As I read statements of Kangana’s lawyers and the teary eyed version of Shekhar and Alka Suman who are naturally also cashing in on the media circus and trying to get their two seconds of short-lived national fame, I can’t help question Kangana’s motives and why she suddenly chose to go public about Roshan, and the nature of equality that she seems to be championing for women in a country where stars are worshipped and followed like celestial deities.

I mean does a woman’s strength lie in taking on men and teaching them a lesson? Is revenge the route to easy adulation? Can’t my achievements, my adultery, my affairs, my attitude, and my autism be talking points in themselves?

Also, somewhere this constant male-bashing feels like a shrill, deafening screech because, in this case, who knows really what transpired between Roshan and Ranaut and if there is any truth to the mails that are being circulated widely on social media?

And since when is washing one’s dirty linen in public a sign that women have come of age – and that now we are looking at some primitive form of gender equality that is voyeuristic and virtual, that bases itself on cheap publicity and gossip columns. Also, just curious, if Kangana, as she insists, isn’t interested in Roshan admitting they truly had an affair and were indeed lovers at some point, what’s the whole legal and cyber crime cell fuss all about and what is the media and junta so glued to, on a daily basis?

Or, is Kangana the symbol of a peeping tom generation that loves shows like Big Boss and MTV Roadies, where reality television makes up for the gnawing urban loneliness we all battle.
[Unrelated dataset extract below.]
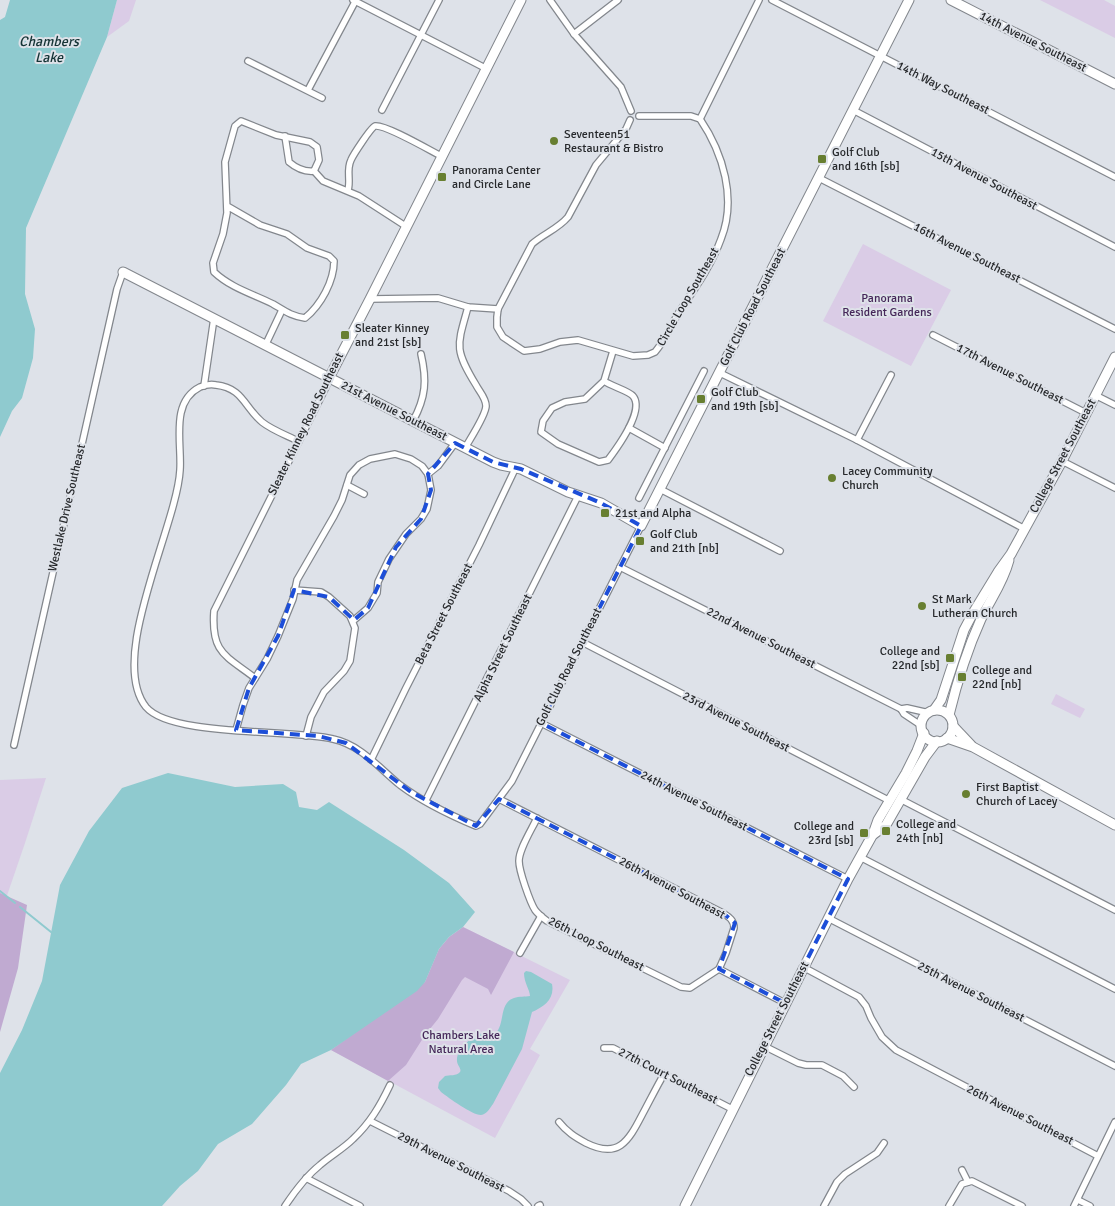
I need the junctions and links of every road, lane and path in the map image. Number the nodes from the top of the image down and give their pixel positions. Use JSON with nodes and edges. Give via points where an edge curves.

And really does anyone care if Kangana and Roshan had a fling or if she is making this all up since she’s nursed a huge crush on him, as is also being circulated? Or if, as alleged, he’s a womanizer and she, a bi-polar?

Is Kangana’s personal life on full public display now to prove she’s the trail-blazing feminist icon that we all need to look up to and emulate? Is the actress also desperate somewhere to be one-up in an industry that has never really respected the fairer sex or paid them equally, where she’s had a tough struggle and always been seen as slightly out of the stereotypical heroine material?

Is she worried what after this recent successful streak? A few flops in a row? The next, mufat, ‘bold,’ newcomer of tinsel town with a soppier, more sordid saga that sells better, than hers? Her shelf life as flimsy as her allegations? If she stops winning…

Also, is Bollywood that significant in our lives?